* [YOUR ASSIGNMENT]: Retype each record exactly.

* [INPUT MATERIAL]:
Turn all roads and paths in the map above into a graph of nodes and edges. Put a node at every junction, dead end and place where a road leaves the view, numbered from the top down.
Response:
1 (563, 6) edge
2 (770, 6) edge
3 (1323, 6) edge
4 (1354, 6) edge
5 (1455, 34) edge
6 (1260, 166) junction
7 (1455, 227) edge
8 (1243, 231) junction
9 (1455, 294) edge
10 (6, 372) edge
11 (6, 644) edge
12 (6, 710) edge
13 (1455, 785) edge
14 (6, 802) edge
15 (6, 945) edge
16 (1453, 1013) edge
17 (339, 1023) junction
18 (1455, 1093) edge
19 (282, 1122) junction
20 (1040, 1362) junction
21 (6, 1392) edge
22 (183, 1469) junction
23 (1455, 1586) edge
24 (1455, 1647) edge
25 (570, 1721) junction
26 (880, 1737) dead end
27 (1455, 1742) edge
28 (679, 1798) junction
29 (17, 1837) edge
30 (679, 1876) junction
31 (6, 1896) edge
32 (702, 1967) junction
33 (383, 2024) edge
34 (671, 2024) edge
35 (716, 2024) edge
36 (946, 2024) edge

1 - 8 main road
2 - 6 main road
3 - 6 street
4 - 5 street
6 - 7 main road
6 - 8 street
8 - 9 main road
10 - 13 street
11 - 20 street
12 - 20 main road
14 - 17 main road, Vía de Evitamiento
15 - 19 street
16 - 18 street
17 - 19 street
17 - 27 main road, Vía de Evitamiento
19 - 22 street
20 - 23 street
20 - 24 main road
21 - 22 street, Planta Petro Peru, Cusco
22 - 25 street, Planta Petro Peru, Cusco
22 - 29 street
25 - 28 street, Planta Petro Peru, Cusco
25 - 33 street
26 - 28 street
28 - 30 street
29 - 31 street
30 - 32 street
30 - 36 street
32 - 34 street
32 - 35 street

* [YOUR SOLUTION]:
Turn all roads and paths in the map above into a graph of nodes and edges. Put a node at every junction, dead end and place where a road leaves the view, numbered from the top down.
Response:
1 (563, 6) edge
2 (770, 6) edge
3 (1323, 6) edge
4 (1354, 6) edge
5 (1455, 34) edge
6 (1260, 166) junction
7 (1455, 227) edge
8 (1243, 231) junction
9 (1455, 294) edge
10 (6, 372) edge
11 (6, 644) edge
12 (6, 710) edge
13 (1455, 785) edge
14 (6, 802) edge
15 (6, 945) edge
16 (1453, 1013) edge
17 (339, 1023) junction
18 (1455, 1093) edge
19 (282, 1122) junction
20 (1040, 1362) junction
21 (6, 1392) edge
22 (183, 1469) junction
23 (1455, 1586) edge
24 (1455, 1647) edge
25 (570, 1721) junction
26 (880, 1737) dead end
27 (1455, 1742) edge
28 (679, 1798) junction
29 (17, 1837) edge
30 (679, 1876) junction
31 (6, 1896) edge
32 (702, 1967) junction
33 (383, 2024) edge
34 (671, 2024) edge
35 (716, 2024) edge
36 (946, 2024) edge

1 - 8 main road
2 - 6 main road
3 - 6 street
4 - 5 street
6 - 7 main road
6 - 8 street
8 - 9 main road
10 - 13 street
11 - 20 street
12 - 20 main road
14 - 17 main road, Vía de Evitamiento
15 - 19 street
16 - 18 street
17 - 19 street
17 - 27 main road, Vía de Evitamiento
19 - 22 street
20 - 23 street
20 - 24 main road
21 - 22 street, Planta Petro Peru, Cusco
22 - 25 street, Planta Petro Peru, Cusco
22 - 29 street
25 - 28 street, Planta Petro Peru, Cusco
25 - 33 street
26 - 28 street
28 - 30 street
29 - 31 street
30 - 32 street
30 - 36 street
32 - 34 street
32 - 35 street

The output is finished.